Un faux problème, selon l’opposition

Le premier ministre Higgs soutient que le recours à des travailleurs non syndiqués en cas de grève pourrait être nécessaire, si le syndicat refuse de fournir un nombre suffisant de travailleurs essentiels. Il n’a pas, toutefois, cité d’exemples précis où ce problème s’était présenté, ce que déplore le député libéral de Tracadie-Sheila, Keith Chiasson.

Keith Chiasson.

Le député libéral Keith Chiasson estime que le gouvernement voit un problème où il n'y en a pas, en ce qui concerne les travailleurs désignés essentiels lors d'une grève dans les services publics.

Photo : Radio-Canada / Michel Corriveau

On a demandé au premier ministre de nous fournir des exemples, il n’a jamais pu nous fournir des exemples concrets où le niveau de désignation était sous le seuil recommandé, dit-il.

Selon le député libéral, le premier ministre a inventé de toutes pièces un faux problème.

Eux autres [les syndicats], ils m’ont rassuré que dans un moment de grève, nous autres on tient à ce que les niveaux sont respectés, donc par exemple, s’il y a quelqu’un qui appelle malade, ils vont prendre quelqu’un, dans le fond, qui est sur la ligne de piquetage et ils vont lui demander de rentrer au travail, soutient-il.
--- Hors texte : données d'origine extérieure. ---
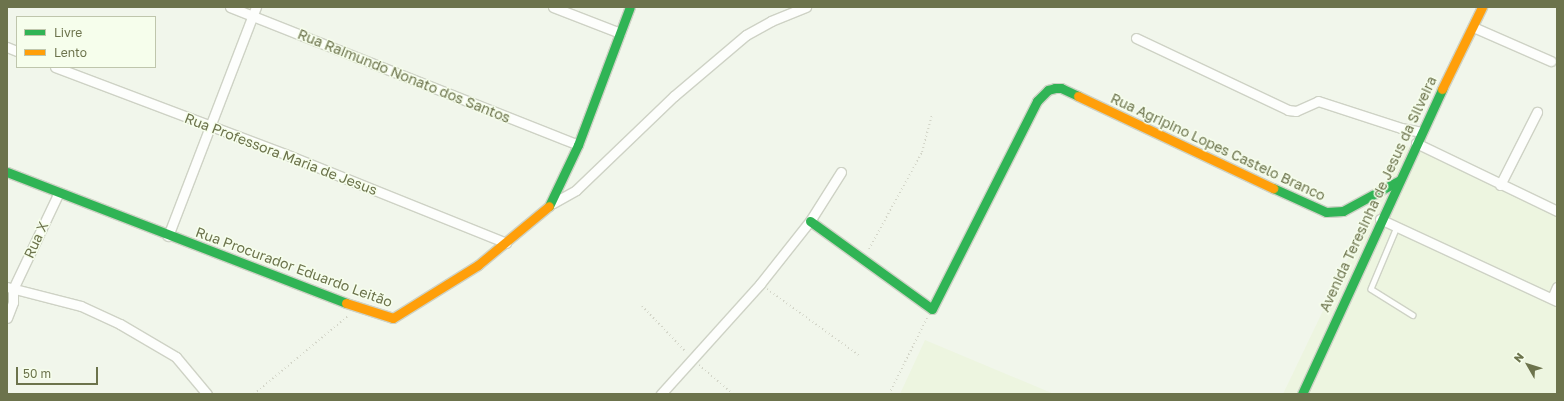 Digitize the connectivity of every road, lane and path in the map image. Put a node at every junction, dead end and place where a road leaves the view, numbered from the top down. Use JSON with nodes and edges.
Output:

C’est aussi l’opinion de Kevin Arseneau, qui estime que les syndicats n’ont jamais brisé leur bout de ce contrat-là.

Le syndicat des infirmières s’inquiète

Par communiqué, le Syndicat des infirmières et infirmiers du Nouveau-Brunswick a vivement dénoncé les mesures prises par le gouvernement conservateur de Blaine Higgs pour imposer des limites au droit de grève.

Paula Doucet.

Paula Doucet, présidente du Syndicat des infirmières et des infirmiers du Nouveau-Brunswick

Photo : CBC/Tori Weldon

La principale inquiétude du syndicat concerne justement l’introduction de travailleurs de remplacement, ou briseurs de grève. L’introduction de travailleurs de remplacement est la plus préoccupante. Cette mesure ne fera qu’entraîner de l’animosité et du stress dans des lieux de travail déjà stressés et en manque de personnel, peut-on lire dans le communiqué du syndicat.

Comment le gouvernement peut-il penser que ces changements ne nuiront pas à nos efforts de recrutement et de maintien en poste, se demande la présidente du syndicat, Paula Doucet.

Les conservateurs refusent de parler de briseurs de grève

Le ministre de l’Éducation postsecondaire, formation et travail, Trevor Holder, a rejeté l’expression briseur de grève. Il a aussi rejeté l’expression travailleur de remplacement. Selon lui, il faut appeler les travailleurs non syndiqués qui rempliront les postes des grévistes des travailleurs qui vont remplir un rôle désigné.

Le premier ministre Higgs refuse, lui aussi, de parler de briseurs de grève.

Ce n'est pas ça, parce que l'accord est que si vous avez une centaine de travailleurs, vous pouvez en avoir 80 en grève, et vous en avez 20 qui doivent être au travail, c'est l'accord, dit-il.

Kevin Arseneau répond aux questions.

Le député vert Kevin Arseneau dénonce vivement les changements législatifs liés au droit de grève dans les services publics.

Photo : Radio-Canada / Michel Corriveau

L’opposition est plus directe avec la réalité de ce qu’ont annoncé les conservateurs.

Appelons-les ce que c’est, c’est des briseurs de grève, c’est des scabs, c’est clairement ce qu’il propose, c’est clairement écrit dedans qu’il peut faire appel à des entreprises privées pour venir remplacer des travailleurs syndiqués, c’est des briseurs de grève, point à la ligne, martèle Kevin Arseneau.

C’est des briseurs de grève, c’est sûr que les gens comprennent plus, briseurs de grève et scabs, mais ce que le gouvernement propose, c’est d’apporter des employés pour remplacer ceux qui sont sur la ligne de piquetage, c’est ça le problème, renchérit Keith Chiasson.

Le député libéral ne s’engage pas, toutefois, à retirer les modifications proposées par le gouvernement Higgs, si jamais son parti formait le prochain gouvernement, dans moins de deux ans.

Ce que je peux promettre, c’est qu’on va s’asseoir avec les syndicats, et on va leur demander qu’est-ce qui fonctionne, qu’est-ce qui ne marche pas, qu’est-ce qui est problématique, avance-t-il.